> WORK TO BE COMPLETED:
Give the number of lines below that contain the word "Cherokee", and nothing else.

(Saved entries)
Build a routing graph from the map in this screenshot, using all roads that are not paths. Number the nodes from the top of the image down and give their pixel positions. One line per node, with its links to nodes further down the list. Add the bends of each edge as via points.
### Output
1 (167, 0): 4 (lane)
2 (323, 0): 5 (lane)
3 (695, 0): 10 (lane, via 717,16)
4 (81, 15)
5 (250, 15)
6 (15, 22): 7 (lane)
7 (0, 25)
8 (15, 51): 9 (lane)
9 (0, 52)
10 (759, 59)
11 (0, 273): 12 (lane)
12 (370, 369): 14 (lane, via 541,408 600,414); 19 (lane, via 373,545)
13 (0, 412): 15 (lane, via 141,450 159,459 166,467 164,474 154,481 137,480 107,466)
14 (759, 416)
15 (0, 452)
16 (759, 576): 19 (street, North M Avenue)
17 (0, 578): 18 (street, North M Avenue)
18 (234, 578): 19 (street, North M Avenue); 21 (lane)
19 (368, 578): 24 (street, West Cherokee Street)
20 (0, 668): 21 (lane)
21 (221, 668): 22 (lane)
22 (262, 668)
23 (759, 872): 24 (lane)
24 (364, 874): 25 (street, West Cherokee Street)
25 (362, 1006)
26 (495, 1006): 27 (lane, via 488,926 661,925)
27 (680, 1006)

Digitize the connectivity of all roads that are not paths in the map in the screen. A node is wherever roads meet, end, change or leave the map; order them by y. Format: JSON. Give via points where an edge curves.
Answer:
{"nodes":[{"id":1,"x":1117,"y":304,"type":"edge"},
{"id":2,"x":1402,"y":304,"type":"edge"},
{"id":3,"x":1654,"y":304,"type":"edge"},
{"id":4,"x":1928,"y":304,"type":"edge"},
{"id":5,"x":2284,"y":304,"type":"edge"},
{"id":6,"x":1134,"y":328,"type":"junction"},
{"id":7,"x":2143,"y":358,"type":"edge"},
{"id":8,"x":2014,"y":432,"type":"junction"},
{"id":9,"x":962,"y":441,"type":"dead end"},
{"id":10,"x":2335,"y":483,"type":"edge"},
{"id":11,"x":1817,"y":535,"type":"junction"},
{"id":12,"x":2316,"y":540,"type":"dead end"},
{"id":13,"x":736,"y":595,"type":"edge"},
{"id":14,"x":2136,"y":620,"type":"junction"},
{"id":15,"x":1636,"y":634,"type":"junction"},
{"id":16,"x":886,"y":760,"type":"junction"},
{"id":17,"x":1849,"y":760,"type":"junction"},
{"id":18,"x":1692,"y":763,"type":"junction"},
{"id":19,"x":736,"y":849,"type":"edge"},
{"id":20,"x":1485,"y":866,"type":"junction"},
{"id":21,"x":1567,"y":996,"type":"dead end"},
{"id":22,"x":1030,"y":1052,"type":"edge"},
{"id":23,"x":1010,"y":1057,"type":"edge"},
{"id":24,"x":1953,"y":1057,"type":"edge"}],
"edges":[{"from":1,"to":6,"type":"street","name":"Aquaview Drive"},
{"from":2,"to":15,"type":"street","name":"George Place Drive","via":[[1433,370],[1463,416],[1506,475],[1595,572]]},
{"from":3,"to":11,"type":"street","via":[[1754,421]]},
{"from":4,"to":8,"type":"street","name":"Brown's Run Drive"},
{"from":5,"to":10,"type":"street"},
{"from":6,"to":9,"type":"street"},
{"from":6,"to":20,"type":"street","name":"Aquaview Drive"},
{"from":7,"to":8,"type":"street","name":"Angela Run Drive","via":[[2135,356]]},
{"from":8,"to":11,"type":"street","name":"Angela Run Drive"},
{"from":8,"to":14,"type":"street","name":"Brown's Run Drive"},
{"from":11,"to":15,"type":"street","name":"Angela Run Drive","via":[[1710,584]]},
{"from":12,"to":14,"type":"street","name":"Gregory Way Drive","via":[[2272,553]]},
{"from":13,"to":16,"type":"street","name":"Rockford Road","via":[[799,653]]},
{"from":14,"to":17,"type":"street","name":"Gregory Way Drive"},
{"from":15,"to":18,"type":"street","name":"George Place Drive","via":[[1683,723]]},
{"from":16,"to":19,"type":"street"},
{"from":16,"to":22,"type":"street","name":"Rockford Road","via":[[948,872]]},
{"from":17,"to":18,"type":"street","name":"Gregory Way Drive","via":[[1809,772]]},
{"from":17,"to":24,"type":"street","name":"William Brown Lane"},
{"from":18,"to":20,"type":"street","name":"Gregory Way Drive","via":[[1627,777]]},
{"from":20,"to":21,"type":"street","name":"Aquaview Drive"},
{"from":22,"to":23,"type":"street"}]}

> TASK OUTPUT:
2